Suitability of LTE for drone-to-infrastructure communications in very low level airspace

The increasing availability of cheap and powerful drones for various applications is likely to cause a heavy usage of the very low level airspace in metropolitan areas with hundreds of simultaneously airborne drones per square kilometer in the near future. Certainly, the predicted large number of drones presents a major challenge to future UTM and especially to supporting communications systems. However, a robust and reliable communications system for drone-to-infrastructure communications is inevitably needed to grant all drones access to various services provided by UTM. In previous works, it has already been shown that commercial LTE networks are capable of providing connectivity to drones flying at low altitudes in principle. However, airborne drones which transmit data to the UTM infrastructure produce severe inter-cell interference since they have a strong line-of-sight connection to multiple LTE base stations at a time.
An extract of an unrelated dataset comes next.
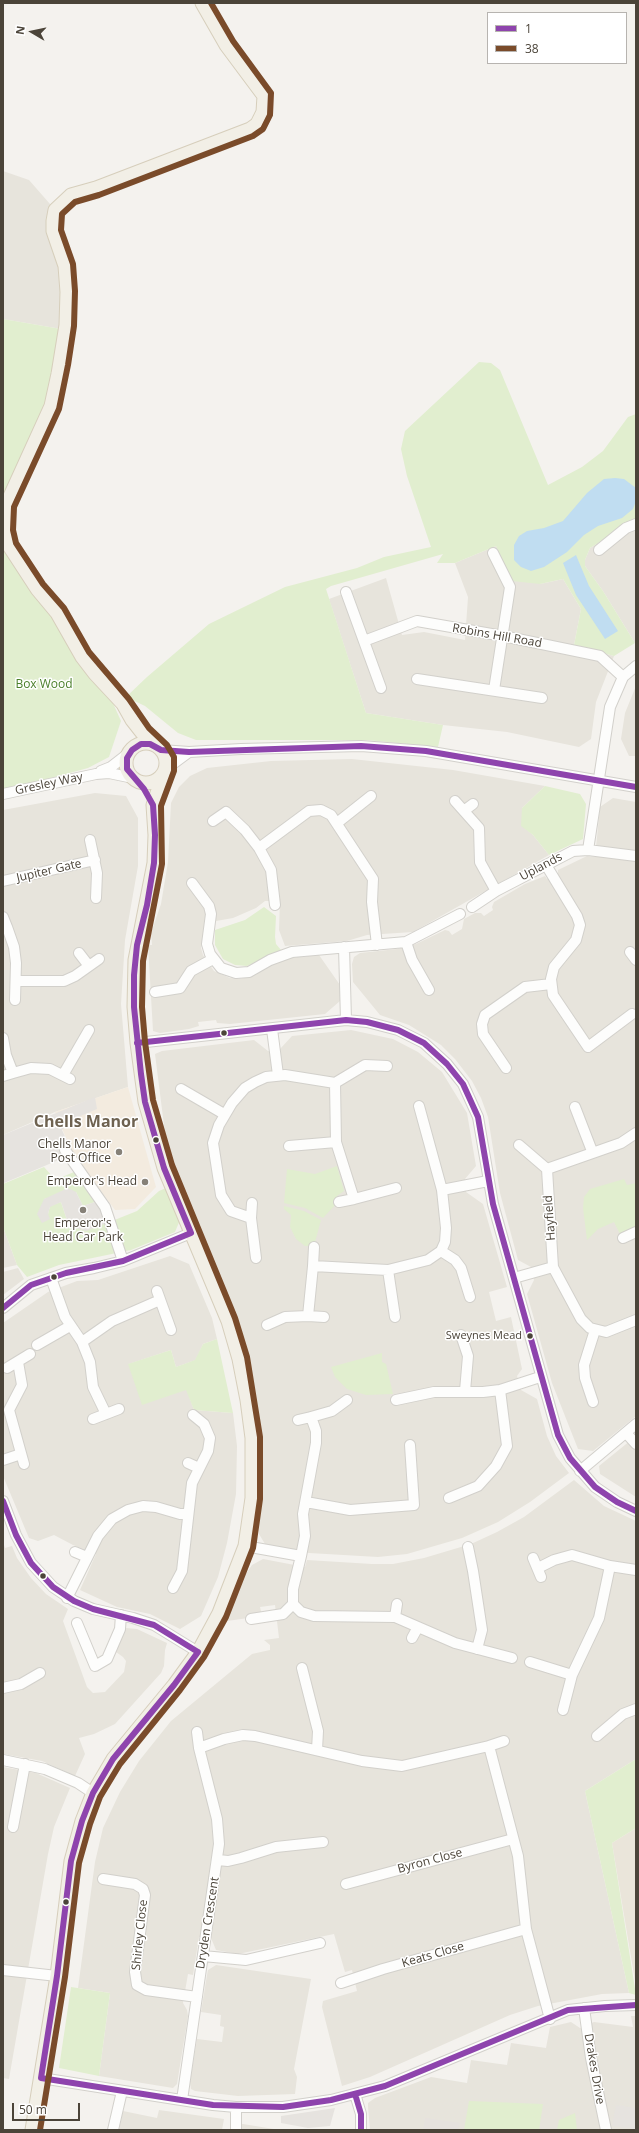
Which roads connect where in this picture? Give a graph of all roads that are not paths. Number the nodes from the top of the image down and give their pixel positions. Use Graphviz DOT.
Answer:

Hence, we investigate further the suitability of the LTE uplink for drone-to-infrastructure communications in very low level airspace by LTE system-level simulations in this work. In particular, we identify the maximum drone density that can be thoroughly monitored and safely coordinated by a UTM system with LTE communication links. Our simulations show that an LTE system with 5 Mhz uplink bandwidth can support a message delivery ratio of more than 95% for drone densities of up to 200 drones per square kilometer assuming that all drones have to periodically transmit messages of 300 bytes at a rate of 10 Hz. It is concluded that future research has to focus on the mitigation of inter-cell interference so even a larger number of drones can get reliable access to all UTM services.